Later, the protesting lawmakers addressed journalists, saying Ihedioha’s decision to block the motion was wrong because no rule “allows a presiding officer to disallow a matter already put on notice to the House.”
Minority Whip Osagie spoke on their behalf, saying it was “scandalous and disgraceful” for the Federal Government to be involved in ferrying of such cash to South Africa.
“If indeed the matter involves security issues like the purchase of arms by foreign government like Nigeria, why was the South African government not brought into the picture before hand?” he asked.
“Why would the government that is at the peak of promoting cashless policy in our country be the chief breaker of that policy by moving such amount of cash if indeed it was a legitimate transaction of Federal Government?
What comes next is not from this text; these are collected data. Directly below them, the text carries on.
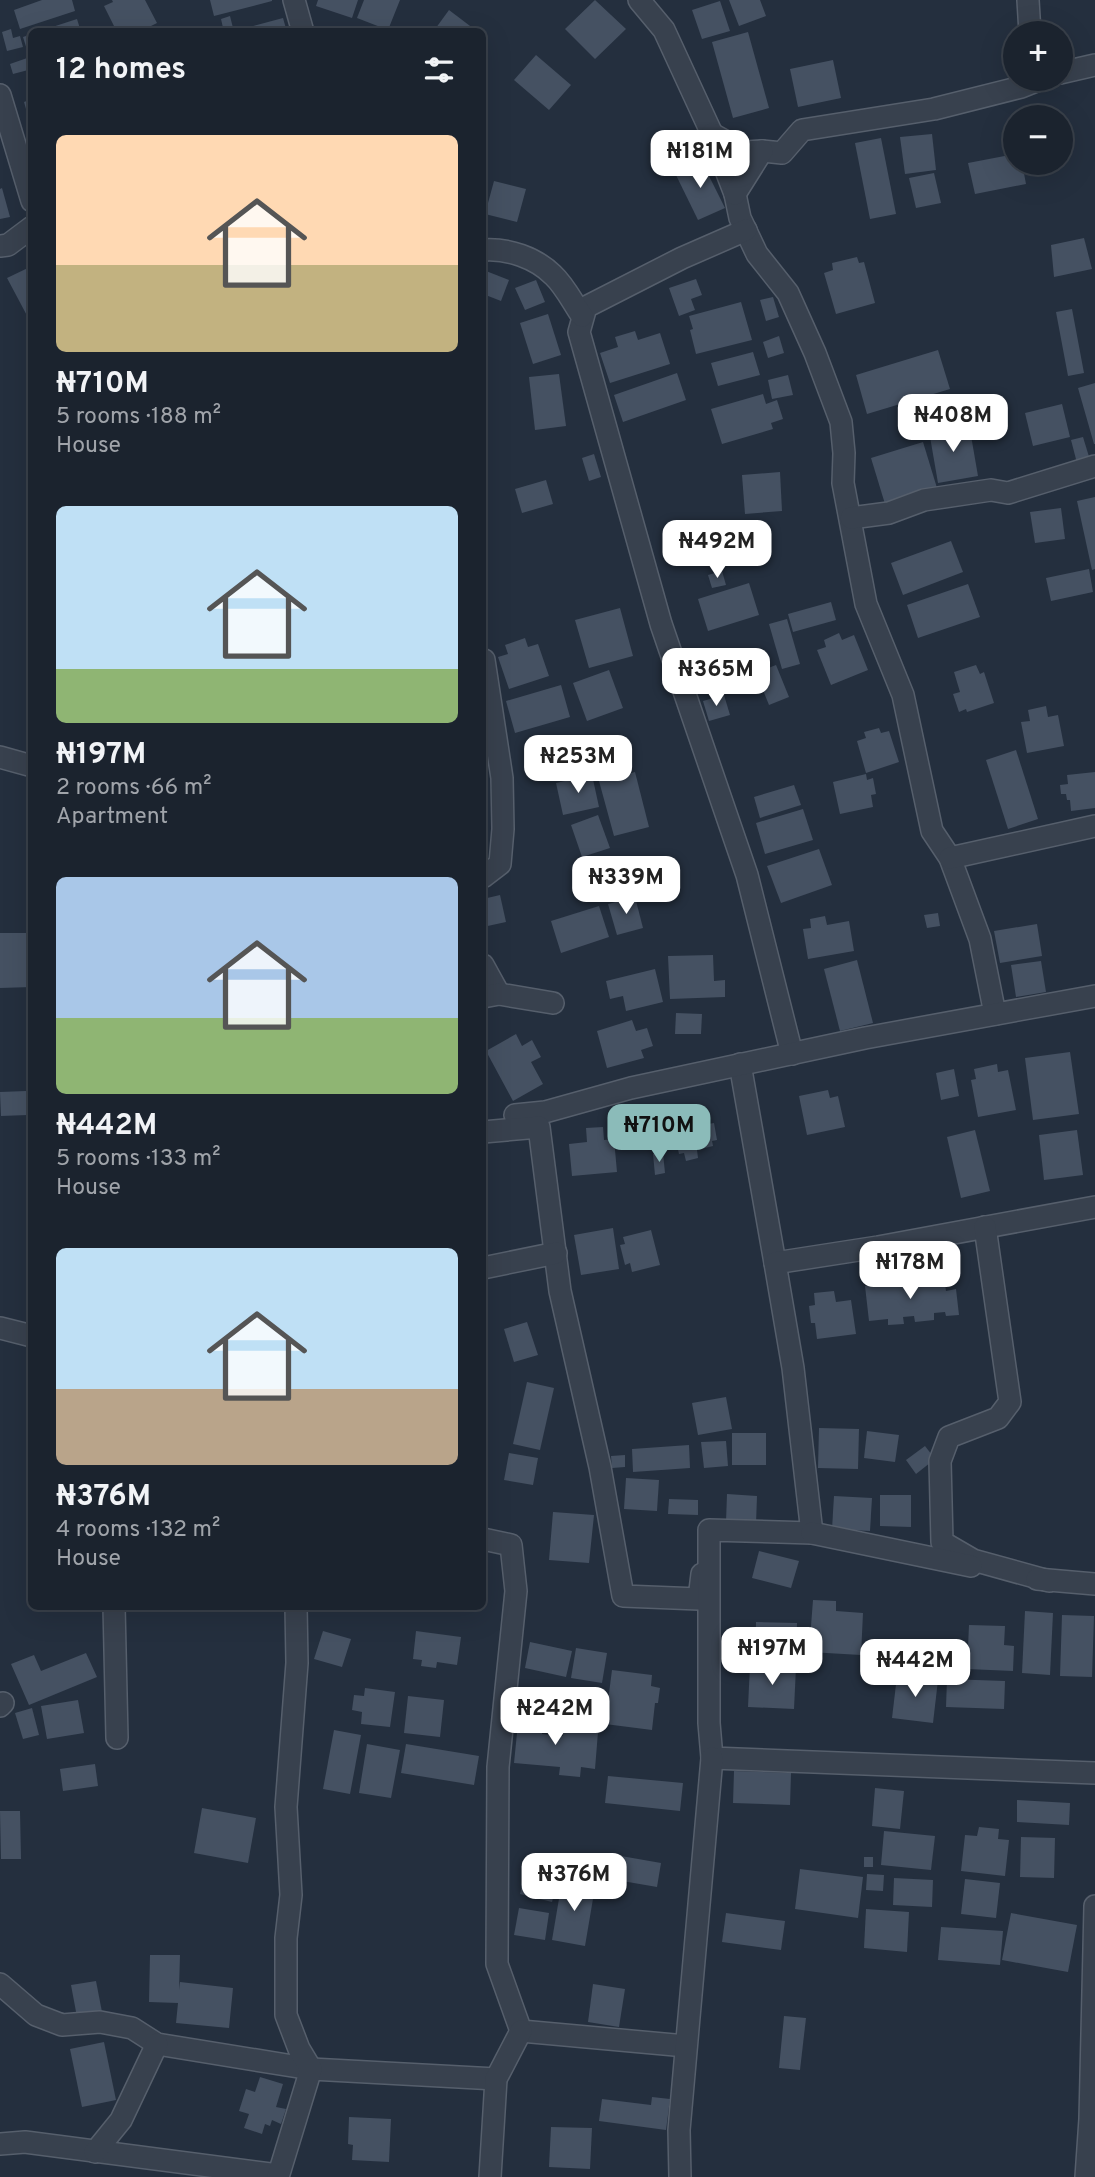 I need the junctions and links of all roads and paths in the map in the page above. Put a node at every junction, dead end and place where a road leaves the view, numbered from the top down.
1 (294, 0) edge
2 (639, 0) edge
3 (1028, 0) edge
4 (1029, 21) edge
5 (302, 28) edge
6 (1095, 65) edge
7 (1073, 70) edge
8 (1005, 91) edge
9 (0, 95) edge
10 (712, 134) junction
11 (762, 151) junction
12 (28, 188) edge
13 (735, 194) junction
14 (28, 230) edge
15 (746, 230) junction
16 (0, 246) edge
17 (486, 250) edge
18 (582, 316) junction
19 (1095, 466) edge
20 (851, 518) junction
21 (486, 673) edge
22 (0, 757) edge
23 (28, 765) edge
24 (1095, 826) edge
25 (950, 858) junction
26 (486, 875) edge
27 (486, 976) edge
28 (491, 995) edge
29 (1095, 996) edge
30 (553, 1003) dead end
31 (995, 1014) junction
32 (792, 1054) junction
33 (740, 1065) junction
34 (486, 1125) edge
35 (486, 1125) edge
36 (1095, 1207) edge
37 (985, 1227) junction
38 (555, 1253) junction
39 (775, 1263) junction
40 (486, 1267) edge
41 (0, 1328) edge
42 (28, 1335) edge
43 (709, 1530) junction
44 (812, 1534) junction
45 (486, 1540) edge
46 (1049, 1581) junction
47 (1095, 1584) edge
48 (114, 1610) edge
49 (296, 1610) edge
50 (117, 1738) dead end
51 (712, 1758) junction
52 (1095, 1773) edge
53 (1095, 1906) edge
54 (0, 1984) edge
55 (521, 2031) junction
56 (157, 2044) junction
57 (686, 2046) junction
58 (311, 2069) junction
59 (496, 2079) junction
60 (0, 2144) edge
61 (94, 2152) junction
62 (278, 2176) edge
63 (490, 2177) edge
64 (680, 2177) edge
65 (1086, 2177) edge

1 - 5 street
2 - 10 street
3 - 4 street
6 - 7 street
8 - 11 street
9 - 12 street
10 - 11 street
10 - 13 street
11 - 13 street
13 - 15 street
14 - 16 street
15 - 18 street
15 - 20 street
17 - 18 street
18 - 32 street
19 - 20 street
20 - 25 street
21 - 26 street
22 - 23 street
24 - 25 street
25 - 31 street
27 - 28 street
28 - 30 street
29 - 31 street
31 - 32 street
32 - 33 street
33 - 34 street
33 - 39 street
35 - 38 street
36 - 37 street
37 - 39 street
37 - 46 street
38 - 40 street
38 - 43 street
39 - 44 street
41 - 42 street
43 - 44 street
43 - 51 street
44 - 46 street
45 - 55 street
46 - 47 street
48 - 50 street
49 - 58 street
51 - 52 street
51 - 57 street
53 - 65 street
54 - 56 street
55 - 57 street
55 - 59 street
56 - 58 street
56 - 61 street
57 - 64 street
58 - 59 street
58 - 62 street
59 - 63 street
60 - 61 street
61 - 62 street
“Is it just a wicked coincidence that the aircraft belonging to a personal friend and an un-apologetic ally of the president in the person of the chairman of the CAN that was used to smuggle the cash?
“We find this unacceptable, unethical, illegitimate and in our view, it is an illegal transaction. The Nigerian government owes the Nigerian people an explanation as to what that source of money comes from and the purpose for which it was made.”
Alleged $50k bribe per head
The controversy in the House happened in the shadow of an allegation that some lawmakers were bribed to block any debate on the $9.3 million arms cash.
One of the lawmakers who protested the deputy speaker’s ruling, Rep Aliyu Sani Madaki (APC, Kano), explained to Daily Trust how they heard the allegation and how this caused rift in the chambers.
“Yes, we heard the rumours that PDP members were given $50,000 to ensure that the motion is thrown out. That is what we heard as soon as we enter the chamber and everyone within the chamber have heard the rumour that some members of the House and senators were given the money to scuttle the motion,” he said.
“Upon hearing the rumour, we then put it to ourselves that the motion must pass. And we walked out of the chamber because of the way and manner the motion was treated. The House rule is very clear that unless a motion is on the infrastructure related issue, any motion will be debated.
“Proponents and opponents of the motion must be given chance to debate the matter, he (the presiding officer) refused the debate. Even when he put it on vote, it was not very clear, but he quickly gave it to the ‘nays’. That is why we kicked against that and we walked out.”
But one of the lawmakers opposed to the motion, Rep Abdullahi Rico Mohammed (PDP, Niger), said in reaction: “I am a PDP member, and I have not been given the money. I will be very happy if you investigate who got the money so that I can also collect my own. But as a PDP member I have not been given. If they can tell me the source, I will very happy to go and collect. But I believe nobody has given me anything and I have not heard it. I am just hearing it for the first time.”
Senate opens probe
Meanwhile, the Senate Committee on Defence has commenced investigation into the $9.3 million cash haul involving two Nigerians and an Israeli.
The committee, led by Senator George Thompson Sekibo (PDP, Rivers), met with Service Chiefs at the National Assembly yesterday over the matter, and told journalists they have begun investigation.
“There are several questions here and there and we are digging to find out details and facts of the about what happened,” Sekibo said.
“We are still investigating, we have started the investigation, when we get through the investigation we will brief you. The money belongs to Nigerian government.”
On the death sentence on 12 soldiers over mutiny, Sekibo denied reports that the Senate was under pressure to intervene.
“No we are not (under pressure) because the Armed Forces is established by an Act of the National Assembly. The act spelt out categorically the conduct of the soldiers and the way they are to behave wherever they are. If you join the military that act is to guide you and your conduct. If you go contrary to any of the prescribed sections of the act the punishment prescribed for the act you violated will come on you,” Sekibo said.